Europe, fille de Poséidon distinguée par Zeus : après
les guerres, l’idée est devenue réalité. Son nom prononcé par les poètes, les
philosophes, les géographes s’est incarnée en une entreprise d’édification
politique pour gérer les affaires communes.
Aujourd’hui, la paix, qu’elle a garantie est devenue
tellement une évidence, que cet argument, convaincant pour ceux qui avaient
vécu des temps furieux, ne fonctionne pas plus que la perspective d’une amélioration
du niveau de vie : « ensemble » ne semble pas plus porteur
aujourd’hui que « chacun dans son coin ». La solution européenne
devient le problème, la prime à la coopération qui avait vu le jour avec la
mise en commun des ressources en charbon et acier ne semble plus aller de soi.
L’Europe est le continent le plus intolérant aux inégalités,
aux atteintes à l’environnement, elle équilibre compétivité et solidarité :
« une économie sociale de marché ».
En 2050 nous serons 5% de la population et représenterons
10% de l’économie mondiale alors qu’aujourd’hui c’est 20%.
Au niveau mondial, la réduction massive de la pauvreté est
un fait allant de pair avec une augmentation des inégalités au sein des pays
émergents et une pression sur les ressources : énergie, eau, climat. Le
dumping social n’est pas l’argument obligé : les pays les moins
inégalitaires sont aussi les plus performants. Quant au dumping fiscal, une
question progresse : les paradis peuvent-ils se sentir menacés ?

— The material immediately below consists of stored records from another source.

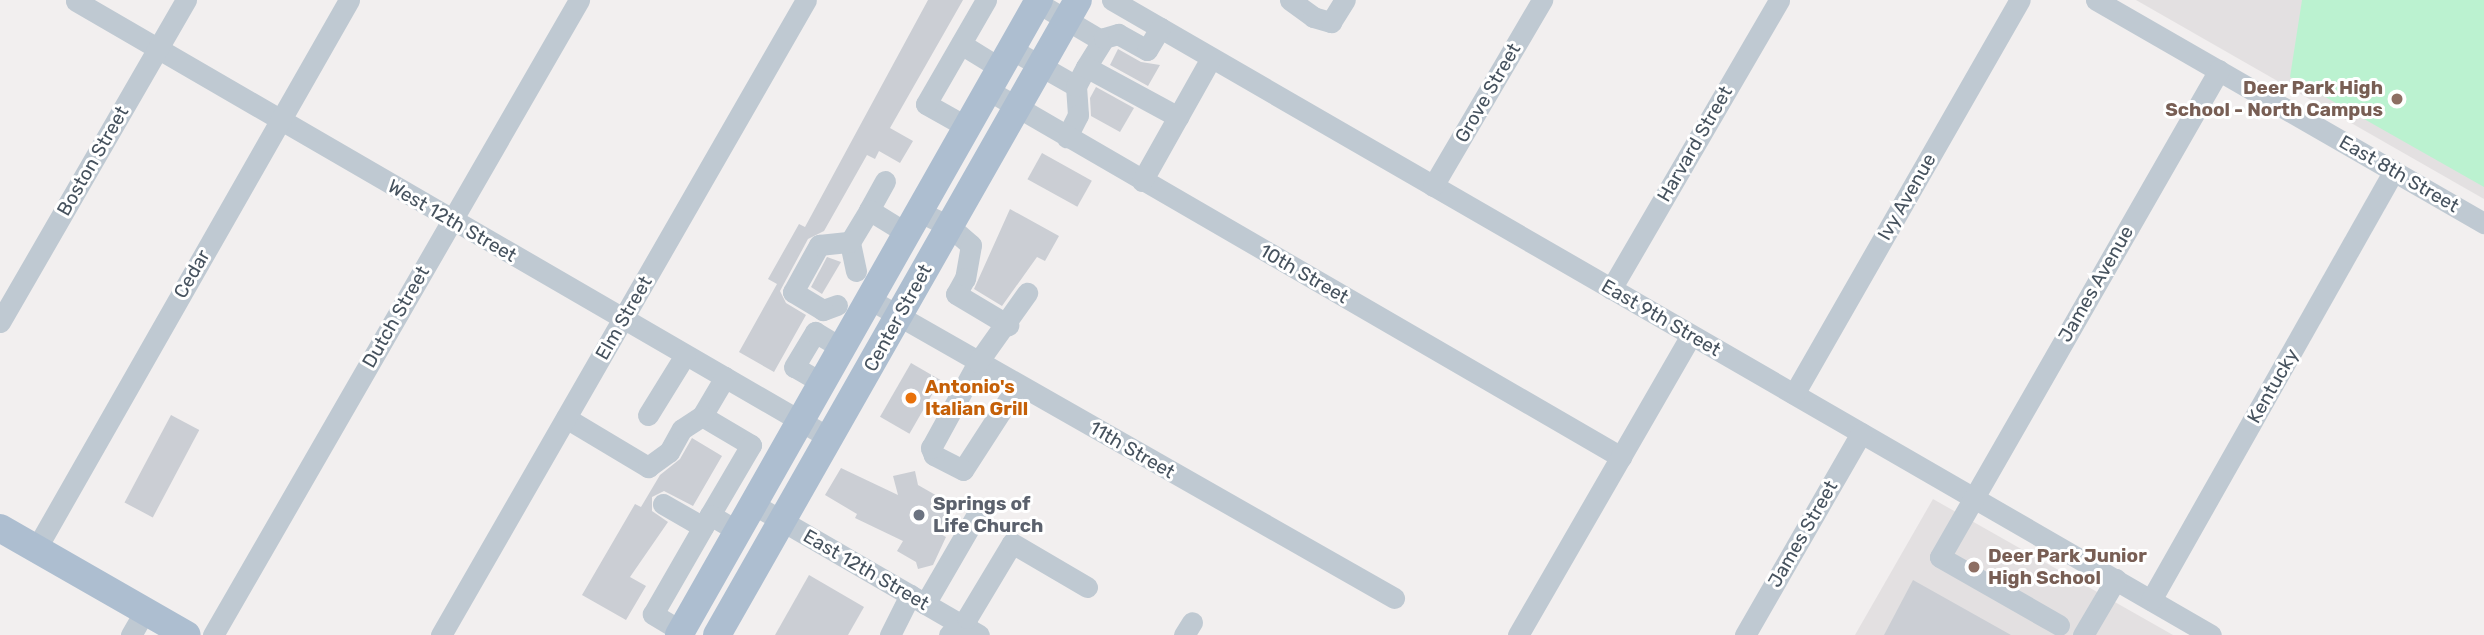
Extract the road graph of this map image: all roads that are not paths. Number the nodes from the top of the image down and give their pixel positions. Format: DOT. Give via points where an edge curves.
graph roads {
  1 [pos="186,0"];
  2 [pos="349,0"];
  3 [pos="579,0"];
  4 [pos="806,0"];
  5 [pos="986,0"];
  6 [pos="1112,0"];
  7 [pos="1290,0"];
  8 [pos="1345,0"];
  9 [pos="1542,0"];
  10 [pos="1779,0"];
  11 [pos="2020,0"];
  12 [pos="2096,0"];
  13 [pos="76,1"];
  14 [pos="1037,1"];
  15 [pos="1072,10"];
  16 [pos="1160,28"];
  17 [pos="1102,41"];
  18 [pos="961,44"];
  19 [pos="158,49"];
  20 [pos="1211,58"];
  21 [pos="1040,66"];
  22 [pos="1000,69"];
  23 [pos="2219,70"];
  24 [pos="1081,77"];
  25 [pos="1016,107"];
  26 [pos="1178,117"];
  27 [pos="278,122"];
  28 [pos="967,127"];
  29 [pos="1067,137"];
  30 [pos="2394,171"];
  31 [pos="885,181"];
  32 [pos="1142,181"];
  33 [pos="1433,186"];
  34 [pos="869,209"];
  35 [pos="452,221"];
  36 [pos="914,223"];
  37 [pos="2484,223"];
  38 [pos="949,226"];
  39 [pos="850,242"];
  40 [pos="1611,289"];
  41 [pos="1027,293"];
  42 [pos="861,296"];
  43 [pos="899,317"];
  44 [pos="623,319"];
  45 [pos="0,323"];
  46 [pos="1008,325"];
  47 [pos="1690,335"];
  48 [pos="685,355"];
  49 [pos="978,362"];
  50 [pos="725,377"];
  51 [pos="1018,385"];
  52 [pos="1794,394"];
  53 [pos="648,415"];
  54 [pos="702,416"];
  55 [pos="566,418"];
  56 [pos="802,423"];
  57 [pos="1861,433"];
  58 [pos="830,438"];
  59 [pos="1620,457"];
  60 [pos="1973,498"];
  61 [pos="663,503"];
  62 [pos="753,504"];
  63 [pos="978,511"];
  64 [pos="782,521"];
  65 [pos="704,525"];
  66 [pos="2,535"];
  67 [pos="732,541"];
  68 [pos="36,549"];
  69 [pos="675,576"];
  70 [pos="2116,579"];
  71 [pos="1087,587"];
  72 [pos="703,593"];
  73 [pos="1394,598"];
  74 [pos="918,600"];
  75 [pos="2151,600"];
  76 [pos="138,623"];
  77 [pos="2059,625"];
  78 [pos="954,629"];
  79 [pos="680,633"];
  80 [pos="187,635"];
  81 [pos="213,635"];
  82 [pos="441,635"];
  83 [pos="716,635"];
  84 [pos="890,635"];
  85 [pos="979,635"];
  86 [pos="1518,635"];
  87 [pos="1745,635"];
  88 [pos="2083,635"];
  89 [pos="2211,635"];
  1 -- 19 [label="street, Boston Street"];
  2 -- 27 [label="street, Cedar"];
  3 -- 35 [label="street, Dutch Street"];
  4 -- 44 [label="street, Elm Street"];
  5 -- 18 [label="street"];
  6 -- 16 [label="street, East 9th Street"];
  7 -- 8 [label="street" via="1313,17 1331,22"];
  9 -- 33 [label="street, Grove Street"];
  10 -- 40 [label="street, Harvard Street"];
  11 -- 52 [label="street, Ivy Avenue"];
  12 -- 23 [label="street, East 8th Street"];
  13 -- 19 [label="street, West 12th Street"];
  14 -- 15 [label="street"];
  14 -- 22 [label="main road, Center Street"];
  15 -- 17 [label="street"];
  15 -- 21 [label="main road, Center Street"];
  16 -- 17 [label="street" via="1147,50 1118,34"];
  16 -- 20 [label="street, East 9th Street"];
  17 -- 24 [label="street"];
  18 -- 22 [label="street"];
  18 -- 28 [label="street" via="926,104"];
  19 -- 27 [label="street, West 12th Street"];
  19 -- 45 [label="street, Boston Street"];
  20 -- 26 [label="street"];
  20 -- 33 [label="street, East 9th Street"];
  21 -- 22 [label="street"];
  21 -- 24 [label="street"];
  21 -- 25 [label="main road, Center Street"];
  22 -- 25 [label="street, 10th Street"];
  22 -- 28 [label="main road, Center Street"];
  23 -- 30 [label="street, East 8th Street"];
  23 -- 60 [label="street, James Avenue"];
  24 -- 26 [label="street"];
  24 -- 29 [label="street" via="1078,115"];
  25 -- 29 [label="street, 10th Street"];
  25 -- 38 [label="main road, Center Street"];
  26 -- 32 [label="street"];
  27 -- 35 [label="street, West 12th Street"];
  27 -- 68 [label="street, Cedar"];
  28 -- 36 [label="main road, Center Street"];
  29 -- 32 [label="street, 10th Street"];
  30 -- 37 [label="street, East 8th Street"];
  30 -- 75 [label="street, Kentucky"];
  31 -- 34 [label="street"];
  32 -- 59 [label="street, 10th Street"];
  33 -- 40 [label="street, East 9th Street"];
  34 -- 36 [label="street"];
  34 -- 39 [label="street"];
  35 -- 44 [label="street, West 12th Street"];
  35 -- 81 [label="street, Dutch Street"];
  36 -- 38 [label="street"];
  36 -- 42 [label="main road, Center Street"];
  38 -- 43 [label="main road, Center Street"];
  38 -- 46 [label="street" via="971,245 965,278 956,294"];
  39 -- 42 [label="street"];
  39 -- 42 [label="street" via="819,245 793,292 823,310"];
  40 -- 47 [label="street, East 9th Street"];
  41 -- 46 [label="street"];
  42 -- 43 [label="street, 11th Street"];
  42 -- 56 [label="main road, Center Street" via="843,349"];
  43 -- 49 [label="street, 11th Street"];
  43 -- 58 [label="main road, Center Street"];
  44 -- 48 [label="street, West 12th Street"];
  44 -- 55 [label="street, Elm Street"];
  46 -- 49 [label="street" via="992,338"];
  47 -- 52 [label="street, East 9th Street"];
  47 -- 59 [label="street"];
  48 -- 50 [label="street, West 12th Street"];
  48 -- 53 [label="street"];
  49 -- 51 [label="street, 11th Street"];
  49 -- 51 [label="street" via="931,448 934,455 963,470"];
  50 -- 54 [label="street"];
  50 -- 56 [label="street, West 12th Street"];
  51 -- 73 [label="street, 11th Street"];
  52 -- 57 [label="street, East 9th Street"];
  54 -- 55 [label="street" via="682,429 668,452 648,467"];
  54 -- 65 [label="street" via="751,445"];
  55 -- 82 [label="street, Elm Street"];
  56 -- 58 [label="street, West 12th Street"];
  56 -- 62 [label="main road, Center Street"];
  57 -- 60 [label="street, East 9th Street"];
  57 -- 87 [label="street, James Street"];
  58 -- 64 [label="main road, Center Street"];
  59 -- 86 [label="street"];
  60 -- 70 [label="street, East 9th Street"];
  60 -- 77 [label="street, James Avenue" via="1940,557"];
  61 -- 65 [label="street"];
  62 -- 64 [label="street, East 12th Street"];
  62 -- 67 [label="main road, Center Street"];
  63 -- 74 [label="street"];
  64 -- 74 [label="street, East 12th Street"];
  64 -- 83 [label="main road, Center Street"];
  65 -- 67 [label="street"];
  65 -- 69 [label="street"];
  66 -- 68 [label="main road"];
  67 -- 72 [label="main road, Center Street"];
  68 -- 76 [label="main road"];
  69 -- 72 [label="street"];
  69 -- 79 [label="street" via="653,614"];
  70 -- 75 [label="street, East 9th Street"];
  70 -- 88 [label="street"];
  71 -- 78 [label="street" via="1012,543 972,610"];
  72 -- 79 [label="main road, Center Street"];
  74 -- 78 [label="street, East 12th Street"];
  74 -- 84 [label="street"];
  75 -- 89 [label="street, East 9th Street"];
  76 -- 80 [label="main road"];
  78 -- 85 [label="street, East 12th Street"];
}
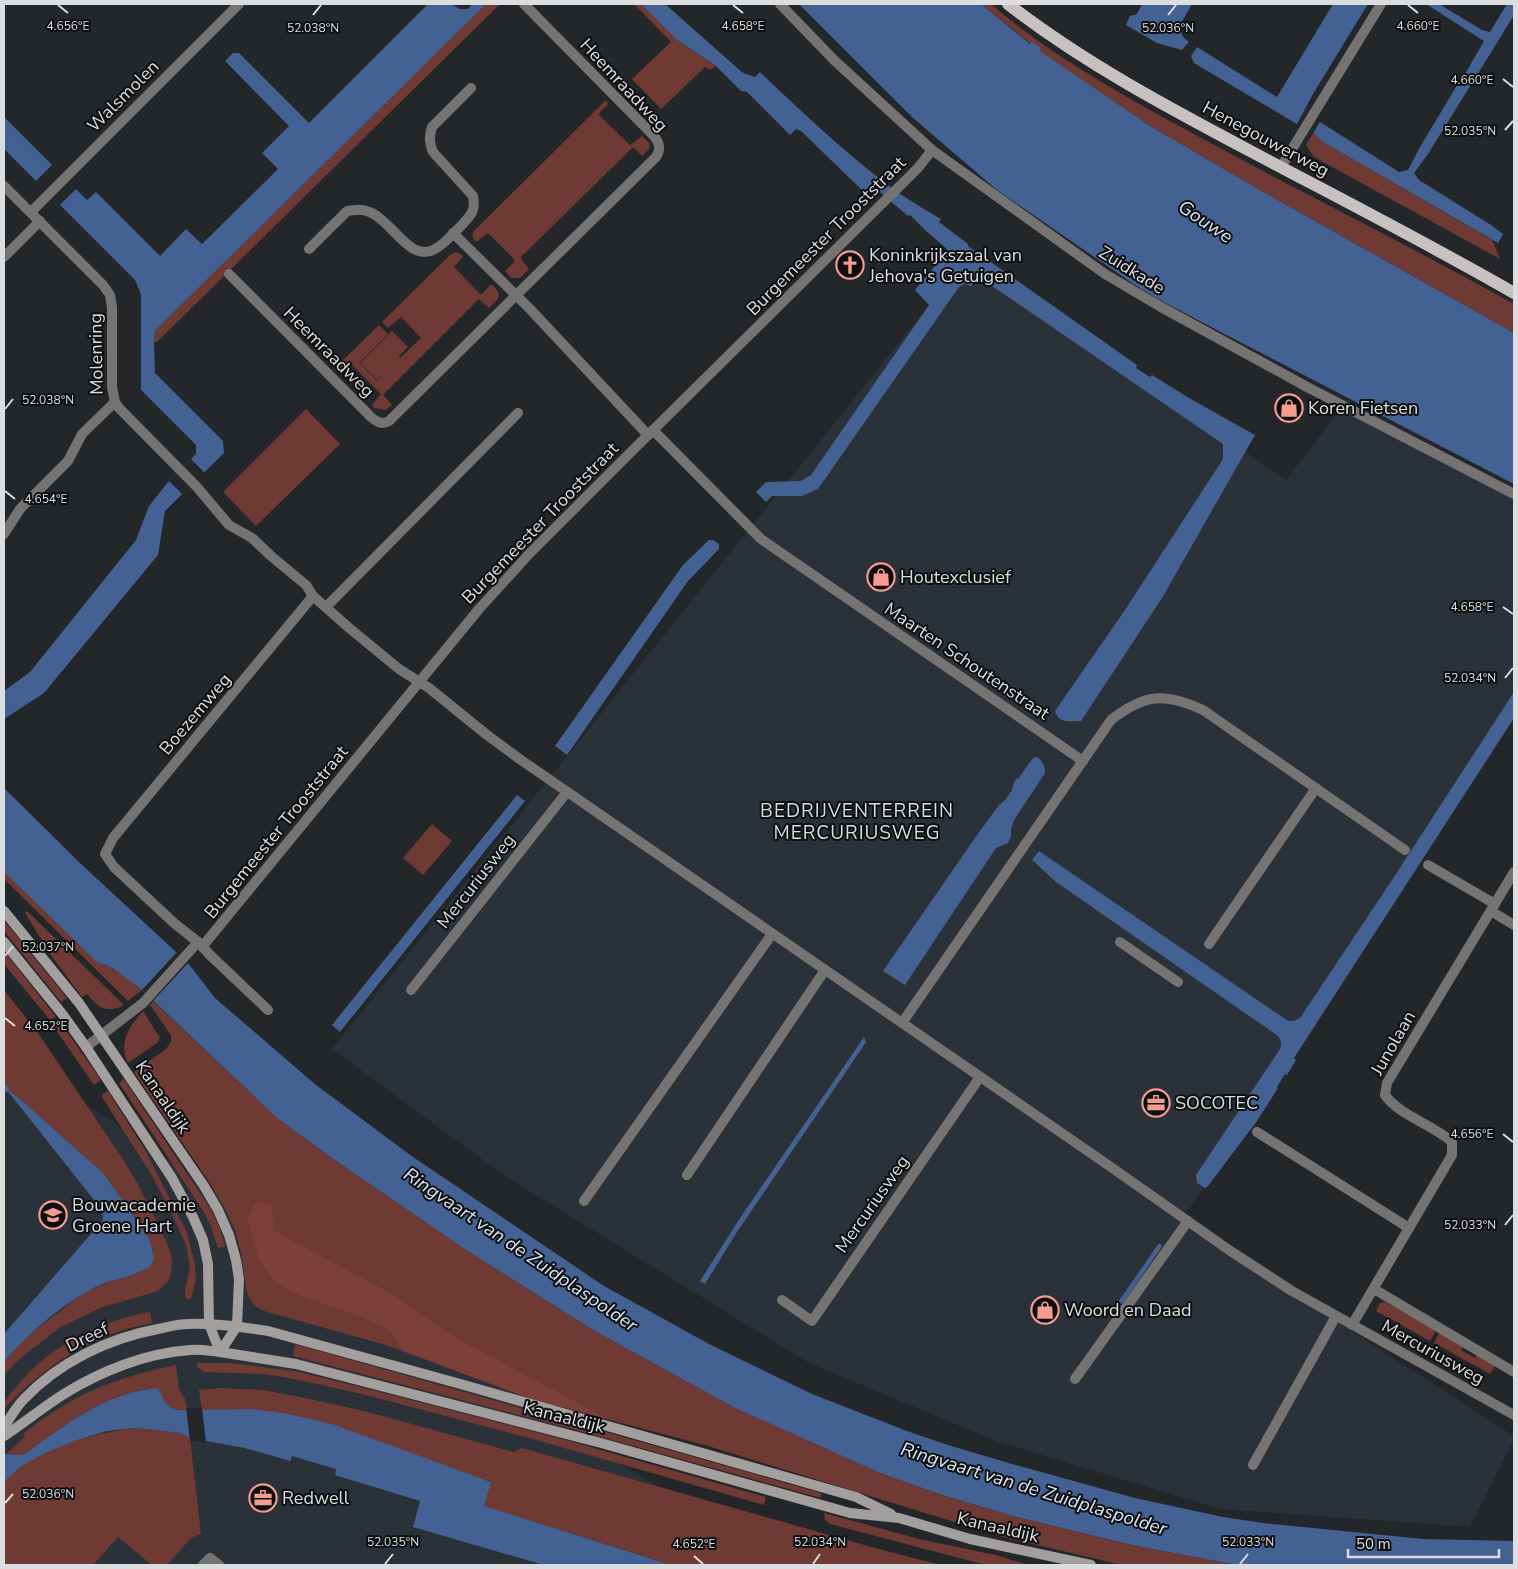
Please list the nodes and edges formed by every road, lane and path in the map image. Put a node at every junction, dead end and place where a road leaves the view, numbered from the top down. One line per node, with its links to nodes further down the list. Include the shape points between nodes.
1 (239, 4): 10 (street, Walsmolen)
2 (524, 4): 17 (street, Heemraadweg, via 660,146 656,157)
3 (780, 4): 7 (street, Zuidkade, via 834,60)
4 (1008, 4): 8 (main road, Henegouwerweg, via 1051,35 1165,106)
5 (1381, 4): 8 (street)
6 (472, 88): 12 (street, via 432,127 429,136 433,152 473,196 475,204 473,212)
7 (932, 150): 20 (street, Burgemeester Trooststraat, via 918,168); 21 (street, Zuidkade, via 1105,274 1309,388)
8 (1281, 167): 16 (main road, Henegouwerweg)
9 (4, 186): 10 (street, Molenring)
10 (30, 212): 11 (street, Molenring)
11 (40, 222): 14 (street); 18 (street, Molenring, via 110,296)
12 (453, 234): 13 (street, via 436,249 421,252 408,246 383,220 357,209 347,212); 17 (street)
13 (309, 249)
14 (4, 258)
15 (229, 274): 17 (street, Heemraadweg, via 371,417 385,424)
16 (1514, 293)
17 (516, 296): 20 (street)
18 (115, 402): 22 (street, Molenring, via 82,434 68,462 20,509); 23 (street, via 229,525 252,538 306,585)
19 (518, 413): 24 (street)
20 (651, 432): 25 (street, Burgemeester Trooststraat, via 523,561); 26 (street, Maarten Schoutenstraat, via 761,539)
21 (1514, 494)
22 (4, 534)
23 (313, 596): 24 (street); 30 (street, Boezemweg, via 113,838)
24 (326, 607): 25 (street, via 348,628)
25 (419, 682): 28 (street, Mercuriusweg); 40 (street, Burgemeester Trooststraat)
26 (1083, 760): 27 (street, via 1111,720 1126,709 1143,700 1174,699 1203,710); 45 (street)
27 (1316, 788): 29 (street); 39 (street)
28 (567, 792): 36 (street, Mercuriusweg); 43 (street, Mercuriusweg)
29 (1405, 850)
30 (105, 854): 40 (street, Burgemeester Trooststraat, via 114,867)
31 (1428, 865): 33 (street)
32 (1514, 872): 33 (street, Junolaan)
33 (1493, 908): 35 (street); 53 (street, Junolaan, via 1387,1083 1385,1095 1391,1104 1452,1142 1452,1155)
34 (4, 911): 46 (main road, Kanaaldijk)
35 (1514, 925)
36 (772, 934): 41 (street, Mercuriusweg); 51 (street)
37 (4, 942): 47 (main road, Kanaaldijk)
38 (1120, 942): 42 (street)
39 (1209, 944)
40 (200, 945): 44 (street, Burgemeester Trooststraat); 46 (street, Burgemeester Trooststraat, via 143,1003)
41 (825, 970): 45 (street, Mercuriusweg); 50 (street)
42 (1178, 982)
43 (411, 990)
44 (268, 1010)
45 (902, 1023): 48 (street, Mercuriusweg)
46 (102, 1036): 47 (street, Burgemeester Trooststraat); 59 (main road, Kanaaldijk, via 204,1186 222,1218 239,1279)
47 (86, 1047): 57 (main road, Kanaaldijk, via 158,1156 203,1240 208,1264)
48 (980, 1077): 52 (street, Mercuriusweg); 55 (street, Mercuriusweg, via 812,1321)
49 (1257, 1132): 53 (street)
50 (686, 1174)
51 (584, 1201)
52 (1188, 1221): 56 (street, Mercuriusweg); 62 (street)
53 (1410, 1228): 54 (street, Junolaan)
54 (1374, 1289): 58 (street, Junolaan); 61 (street, Mercuriusweg)
55 (782, 1300)
56 (1336, 1316): 58 (street, Mercuriusweg); 66 (street)
57 (209, 1324): 59 (main road, Kanaaldijk); 60 (main road, Kanaaldijk); 64 (main road, Dreef, via 186,1324 145,1331 102,1346 54,1373 38,1386 23,1400)
58 (1352, 1325): 63 (street, Mercuriusweg)
59 (237, 1326): 60 (main road); 67 (main road, Kanaaldijk, via 268,1330 856,1497)
60 (220, 1352): 65 (main road, via 190,1350 143,1358 120,1366 64,1394); 67 (main road, Kanaaldijk, via 305,1367 600,1443 850,1513)
61 (1514, 1372)
62 (1075, 1379)
63 (1514, 1415)
64 (4, 1427)
65 (4, 1436)
66 (1253, 1465)
67 (899, 1518): 70 (main road, Kanaaldijk, via 970,1539)
68 (203, 1565): 69 (street, via 210,1558)
69 (220, 1565)
70 (1091, 1565)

Les technologies de l’information et l’usage massif des
conteneurs quand 90% du commerce passe par la
mer ont abaissé les coûts de la distance, le marché s’est élargi mais la
crise financière de 2008 a
été contagieuse.
Les faiblesses de notre continent tiennent à une démographie
vieillissante et son cortège de réticences à accueillir les étrangers, à une
transition énergétique difficile et un déclin de la place de l’innovation dans
l’exploitation des technologies.
Alors que nous sommes forts de 500 millions de citoyens, de
consommateurs, avec un niveau de richesse important, nos usages d’une
gouvernance supra nationale quoiqu’inachevée devraient être un atout pour
inspirer une coopération mondiale plus efficiente.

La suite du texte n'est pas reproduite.